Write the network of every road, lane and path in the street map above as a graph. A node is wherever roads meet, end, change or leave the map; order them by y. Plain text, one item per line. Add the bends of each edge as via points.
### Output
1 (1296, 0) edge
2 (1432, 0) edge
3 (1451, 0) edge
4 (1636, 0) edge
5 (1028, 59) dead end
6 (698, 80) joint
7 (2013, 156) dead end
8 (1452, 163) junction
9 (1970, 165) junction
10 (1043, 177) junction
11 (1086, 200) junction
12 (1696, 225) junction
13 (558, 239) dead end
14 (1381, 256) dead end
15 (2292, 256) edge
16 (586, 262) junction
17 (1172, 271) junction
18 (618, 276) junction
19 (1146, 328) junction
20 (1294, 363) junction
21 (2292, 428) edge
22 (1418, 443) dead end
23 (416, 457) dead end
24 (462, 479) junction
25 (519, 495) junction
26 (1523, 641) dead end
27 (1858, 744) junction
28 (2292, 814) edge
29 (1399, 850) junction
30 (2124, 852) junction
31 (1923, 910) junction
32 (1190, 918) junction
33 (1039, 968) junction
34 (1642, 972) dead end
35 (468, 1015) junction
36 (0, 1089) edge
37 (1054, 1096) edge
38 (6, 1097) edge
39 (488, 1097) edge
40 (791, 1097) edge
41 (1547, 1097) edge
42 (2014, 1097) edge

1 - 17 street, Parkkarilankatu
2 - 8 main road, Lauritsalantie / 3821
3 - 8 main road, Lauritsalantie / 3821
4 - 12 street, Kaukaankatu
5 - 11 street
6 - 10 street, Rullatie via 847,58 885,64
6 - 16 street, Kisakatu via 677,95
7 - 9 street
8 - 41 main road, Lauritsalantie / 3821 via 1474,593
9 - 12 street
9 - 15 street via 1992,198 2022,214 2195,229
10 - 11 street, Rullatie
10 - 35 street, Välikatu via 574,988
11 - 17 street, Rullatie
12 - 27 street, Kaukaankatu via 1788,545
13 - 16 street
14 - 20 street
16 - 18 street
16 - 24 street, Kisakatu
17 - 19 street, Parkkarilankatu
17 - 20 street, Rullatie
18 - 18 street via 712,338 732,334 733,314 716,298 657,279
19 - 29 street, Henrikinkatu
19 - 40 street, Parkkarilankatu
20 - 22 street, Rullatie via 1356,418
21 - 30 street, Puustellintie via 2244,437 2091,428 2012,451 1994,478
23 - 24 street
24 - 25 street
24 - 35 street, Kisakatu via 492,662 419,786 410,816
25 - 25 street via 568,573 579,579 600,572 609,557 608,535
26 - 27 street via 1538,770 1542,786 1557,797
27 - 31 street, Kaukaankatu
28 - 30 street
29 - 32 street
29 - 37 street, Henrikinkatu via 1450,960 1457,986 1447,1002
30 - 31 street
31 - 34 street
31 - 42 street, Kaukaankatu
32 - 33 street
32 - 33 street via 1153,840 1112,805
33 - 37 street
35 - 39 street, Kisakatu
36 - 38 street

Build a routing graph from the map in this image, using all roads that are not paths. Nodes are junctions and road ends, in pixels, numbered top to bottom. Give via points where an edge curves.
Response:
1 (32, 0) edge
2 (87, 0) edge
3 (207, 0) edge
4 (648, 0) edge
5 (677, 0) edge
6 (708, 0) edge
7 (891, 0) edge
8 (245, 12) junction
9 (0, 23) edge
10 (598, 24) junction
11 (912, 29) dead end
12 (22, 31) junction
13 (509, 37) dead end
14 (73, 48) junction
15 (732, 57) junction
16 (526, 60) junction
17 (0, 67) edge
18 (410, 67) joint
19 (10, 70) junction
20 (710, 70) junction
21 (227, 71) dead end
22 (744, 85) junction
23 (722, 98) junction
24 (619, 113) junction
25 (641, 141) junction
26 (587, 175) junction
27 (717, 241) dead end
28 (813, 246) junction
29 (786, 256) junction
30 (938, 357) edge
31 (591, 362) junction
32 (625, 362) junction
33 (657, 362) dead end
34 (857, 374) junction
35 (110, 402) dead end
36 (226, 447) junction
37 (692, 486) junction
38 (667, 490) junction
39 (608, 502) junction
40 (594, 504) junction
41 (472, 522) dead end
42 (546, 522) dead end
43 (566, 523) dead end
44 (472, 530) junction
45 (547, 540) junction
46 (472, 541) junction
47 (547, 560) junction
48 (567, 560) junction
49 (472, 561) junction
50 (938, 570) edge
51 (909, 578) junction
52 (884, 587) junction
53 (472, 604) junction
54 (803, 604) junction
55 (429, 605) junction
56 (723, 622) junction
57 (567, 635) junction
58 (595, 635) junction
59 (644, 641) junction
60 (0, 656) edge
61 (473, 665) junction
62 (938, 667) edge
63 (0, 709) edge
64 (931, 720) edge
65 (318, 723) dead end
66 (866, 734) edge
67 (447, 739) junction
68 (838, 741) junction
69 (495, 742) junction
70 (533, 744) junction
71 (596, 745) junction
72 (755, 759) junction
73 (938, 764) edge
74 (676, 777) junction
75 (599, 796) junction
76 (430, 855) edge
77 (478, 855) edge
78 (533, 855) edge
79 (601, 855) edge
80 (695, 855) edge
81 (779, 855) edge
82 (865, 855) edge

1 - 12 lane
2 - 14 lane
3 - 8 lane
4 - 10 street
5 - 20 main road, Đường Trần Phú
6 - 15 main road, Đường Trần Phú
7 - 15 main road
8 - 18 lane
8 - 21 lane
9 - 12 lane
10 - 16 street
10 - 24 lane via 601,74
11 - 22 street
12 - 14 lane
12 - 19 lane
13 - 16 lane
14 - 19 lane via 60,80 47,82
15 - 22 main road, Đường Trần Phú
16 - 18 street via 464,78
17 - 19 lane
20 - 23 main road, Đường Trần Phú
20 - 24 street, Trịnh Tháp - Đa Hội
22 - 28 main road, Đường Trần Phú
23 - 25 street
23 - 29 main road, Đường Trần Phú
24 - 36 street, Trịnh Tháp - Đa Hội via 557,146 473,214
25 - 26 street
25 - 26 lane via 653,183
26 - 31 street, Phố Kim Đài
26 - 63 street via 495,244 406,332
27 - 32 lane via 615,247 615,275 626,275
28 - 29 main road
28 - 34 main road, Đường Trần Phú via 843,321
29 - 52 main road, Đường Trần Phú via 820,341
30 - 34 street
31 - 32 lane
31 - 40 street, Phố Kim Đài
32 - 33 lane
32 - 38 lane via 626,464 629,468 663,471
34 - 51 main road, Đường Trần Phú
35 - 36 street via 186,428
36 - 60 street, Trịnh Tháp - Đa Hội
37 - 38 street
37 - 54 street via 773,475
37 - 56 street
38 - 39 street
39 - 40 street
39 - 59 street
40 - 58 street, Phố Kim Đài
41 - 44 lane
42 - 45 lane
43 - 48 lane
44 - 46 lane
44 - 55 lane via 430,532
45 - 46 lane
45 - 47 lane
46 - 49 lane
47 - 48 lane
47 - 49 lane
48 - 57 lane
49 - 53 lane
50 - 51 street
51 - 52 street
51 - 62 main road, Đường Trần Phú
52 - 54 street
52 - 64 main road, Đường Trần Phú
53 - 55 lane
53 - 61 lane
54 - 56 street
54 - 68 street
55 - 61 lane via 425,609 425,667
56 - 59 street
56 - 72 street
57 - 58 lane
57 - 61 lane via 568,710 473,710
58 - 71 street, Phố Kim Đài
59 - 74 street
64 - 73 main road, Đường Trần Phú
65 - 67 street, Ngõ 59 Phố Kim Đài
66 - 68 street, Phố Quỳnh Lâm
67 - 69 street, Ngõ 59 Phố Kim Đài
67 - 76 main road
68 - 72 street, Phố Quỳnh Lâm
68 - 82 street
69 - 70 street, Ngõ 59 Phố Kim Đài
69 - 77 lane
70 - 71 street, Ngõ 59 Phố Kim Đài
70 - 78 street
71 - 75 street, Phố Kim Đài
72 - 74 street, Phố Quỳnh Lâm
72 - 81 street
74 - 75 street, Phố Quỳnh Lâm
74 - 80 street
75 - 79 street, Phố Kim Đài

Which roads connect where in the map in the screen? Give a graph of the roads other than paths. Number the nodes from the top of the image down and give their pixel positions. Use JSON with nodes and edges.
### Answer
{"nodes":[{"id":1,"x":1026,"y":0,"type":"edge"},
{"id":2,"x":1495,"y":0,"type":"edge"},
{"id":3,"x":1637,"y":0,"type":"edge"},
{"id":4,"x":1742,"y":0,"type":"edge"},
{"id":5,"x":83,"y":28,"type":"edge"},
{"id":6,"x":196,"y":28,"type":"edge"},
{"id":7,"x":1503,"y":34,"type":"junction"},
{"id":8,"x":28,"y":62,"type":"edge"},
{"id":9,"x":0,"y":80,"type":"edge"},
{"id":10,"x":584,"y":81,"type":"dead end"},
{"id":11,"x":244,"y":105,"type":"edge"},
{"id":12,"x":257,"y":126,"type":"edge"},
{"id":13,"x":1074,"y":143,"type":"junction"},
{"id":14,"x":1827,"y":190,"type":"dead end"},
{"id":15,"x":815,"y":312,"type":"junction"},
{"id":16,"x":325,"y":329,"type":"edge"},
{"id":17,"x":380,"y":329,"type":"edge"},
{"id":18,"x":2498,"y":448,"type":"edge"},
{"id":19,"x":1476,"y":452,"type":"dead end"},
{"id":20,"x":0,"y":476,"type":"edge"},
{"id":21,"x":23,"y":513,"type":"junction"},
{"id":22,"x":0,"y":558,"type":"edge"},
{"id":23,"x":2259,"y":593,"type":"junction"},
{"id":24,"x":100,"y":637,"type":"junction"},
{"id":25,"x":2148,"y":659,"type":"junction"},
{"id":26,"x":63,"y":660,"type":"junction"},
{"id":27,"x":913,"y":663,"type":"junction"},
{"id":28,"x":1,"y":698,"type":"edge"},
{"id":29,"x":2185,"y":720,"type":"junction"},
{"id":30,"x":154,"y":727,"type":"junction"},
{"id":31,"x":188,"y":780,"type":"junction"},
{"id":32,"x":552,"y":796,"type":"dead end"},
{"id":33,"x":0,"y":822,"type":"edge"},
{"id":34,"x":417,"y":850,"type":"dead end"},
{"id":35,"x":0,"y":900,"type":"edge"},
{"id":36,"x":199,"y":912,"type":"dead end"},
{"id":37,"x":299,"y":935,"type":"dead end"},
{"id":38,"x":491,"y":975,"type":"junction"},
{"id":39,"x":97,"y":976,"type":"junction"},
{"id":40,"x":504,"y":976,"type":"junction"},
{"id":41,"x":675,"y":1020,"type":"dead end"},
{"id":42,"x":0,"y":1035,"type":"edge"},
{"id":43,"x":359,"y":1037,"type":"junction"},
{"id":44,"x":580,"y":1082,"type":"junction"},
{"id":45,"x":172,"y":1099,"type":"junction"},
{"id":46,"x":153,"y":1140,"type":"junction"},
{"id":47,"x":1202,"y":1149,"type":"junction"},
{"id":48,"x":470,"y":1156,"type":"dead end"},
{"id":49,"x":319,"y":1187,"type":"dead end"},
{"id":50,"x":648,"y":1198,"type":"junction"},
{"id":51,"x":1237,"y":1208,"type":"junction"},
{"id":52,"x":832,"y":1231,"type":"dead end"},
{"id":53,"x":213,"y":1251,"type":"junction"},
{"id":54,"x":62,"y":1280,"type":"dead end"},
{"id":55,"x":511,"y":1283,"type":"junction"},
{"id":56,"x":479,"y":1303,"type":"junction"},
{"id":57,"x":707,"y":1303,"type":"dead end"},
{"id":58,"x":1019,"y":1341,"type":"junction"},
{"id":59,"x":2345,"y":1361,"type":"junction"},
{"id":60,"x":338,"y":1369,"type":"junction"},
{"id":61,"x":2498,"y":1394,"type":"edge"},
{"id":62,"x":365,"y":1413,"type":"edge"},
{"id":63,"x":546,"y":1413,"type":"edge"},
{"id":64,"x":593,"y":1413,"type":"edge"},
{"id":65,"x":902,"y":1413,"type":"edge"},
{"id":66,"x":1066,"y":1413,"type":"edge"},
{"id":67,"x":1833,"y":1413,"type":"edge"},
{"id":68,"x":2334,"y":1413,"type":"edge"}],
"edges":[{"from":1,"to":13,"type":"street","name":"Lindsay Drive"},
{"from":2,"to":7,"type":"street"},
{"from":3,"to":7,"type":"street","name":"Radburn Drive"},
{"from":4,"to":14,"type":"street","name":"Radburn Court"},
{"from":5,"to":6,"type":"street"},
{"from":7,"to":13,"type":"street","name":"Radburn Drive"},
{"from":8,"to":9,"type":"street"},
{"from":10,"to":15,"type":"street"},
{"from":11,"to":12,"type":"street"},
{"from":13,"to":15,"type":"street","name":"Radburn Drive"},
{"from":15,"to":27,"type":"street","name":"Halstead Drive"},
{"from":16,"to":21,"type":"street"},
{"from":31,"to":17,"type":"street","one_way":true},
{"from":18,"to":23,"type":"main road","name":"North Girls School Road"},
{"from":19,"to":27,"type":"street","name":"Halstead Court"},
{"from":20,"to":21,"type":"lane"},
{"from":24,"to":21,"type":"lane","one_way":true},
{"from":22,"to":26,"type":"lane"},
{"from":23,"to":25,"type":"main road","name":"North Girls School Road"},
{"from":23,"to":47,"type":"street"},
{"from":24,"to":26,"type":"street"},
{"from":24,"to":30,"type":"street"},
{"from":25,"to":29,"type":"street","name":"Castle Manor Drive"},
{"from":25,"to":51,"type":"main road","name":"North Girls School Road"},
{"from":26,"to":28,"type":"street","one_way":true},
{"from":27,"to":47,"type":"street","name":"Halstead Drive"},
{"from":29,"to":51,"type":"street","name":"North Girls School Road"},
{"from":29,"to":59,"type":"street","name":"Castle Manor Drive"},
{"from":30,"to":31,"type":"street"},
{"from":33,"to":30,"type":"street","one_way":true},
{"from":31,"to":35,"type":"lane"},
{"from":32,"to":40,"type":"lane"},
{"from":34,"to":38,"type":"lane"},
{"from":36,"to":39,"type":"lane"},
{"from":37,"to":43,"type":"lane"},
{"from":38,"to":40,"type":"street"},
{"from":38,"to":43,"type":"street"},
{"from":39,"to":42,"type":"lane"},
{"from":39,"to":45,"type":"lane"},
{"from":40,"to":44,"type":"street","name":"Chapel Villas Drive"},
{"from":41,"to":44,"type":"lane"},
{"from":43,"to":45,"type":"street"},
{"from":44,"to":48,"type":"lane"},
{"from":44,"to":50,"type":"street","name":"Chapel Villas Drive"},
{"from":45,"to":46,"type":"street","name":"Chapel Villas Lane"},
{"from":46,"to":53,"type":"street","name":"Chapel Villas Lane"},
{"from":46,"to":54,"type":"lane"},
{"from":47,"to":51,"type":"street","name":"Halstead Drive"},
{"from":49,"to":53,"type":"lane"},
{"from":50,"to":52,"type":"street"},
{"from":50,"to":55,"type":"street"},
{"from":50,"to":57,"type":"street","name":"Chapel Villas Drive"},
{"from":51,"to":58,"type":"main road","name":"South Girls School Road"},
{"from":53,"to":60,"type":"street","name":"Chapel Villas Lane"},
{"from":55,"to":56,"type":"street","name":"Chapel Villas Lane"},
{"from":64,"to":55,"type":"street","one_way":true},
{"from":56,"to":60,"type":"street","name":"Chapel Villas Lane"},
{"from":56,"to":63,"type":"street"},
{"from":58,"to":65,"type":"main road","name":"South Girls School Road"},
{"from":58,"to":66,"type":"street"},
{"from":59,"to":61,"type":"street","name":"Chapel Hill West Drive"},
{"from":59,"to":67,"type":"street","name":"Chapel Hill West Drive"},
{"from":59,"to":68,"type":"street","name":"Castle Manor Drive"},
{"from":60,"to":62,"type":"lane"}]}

ABOUT THIS EXERCISE:
Look through the listing above and copy each line with the word "Parkkarilankatu" in it.

ANSWER SECTION:
1 - 17 street, Parkkarilankatu
17 - 19 street, Parkkarilankatu
19 - 40 street, Parkkarilankatu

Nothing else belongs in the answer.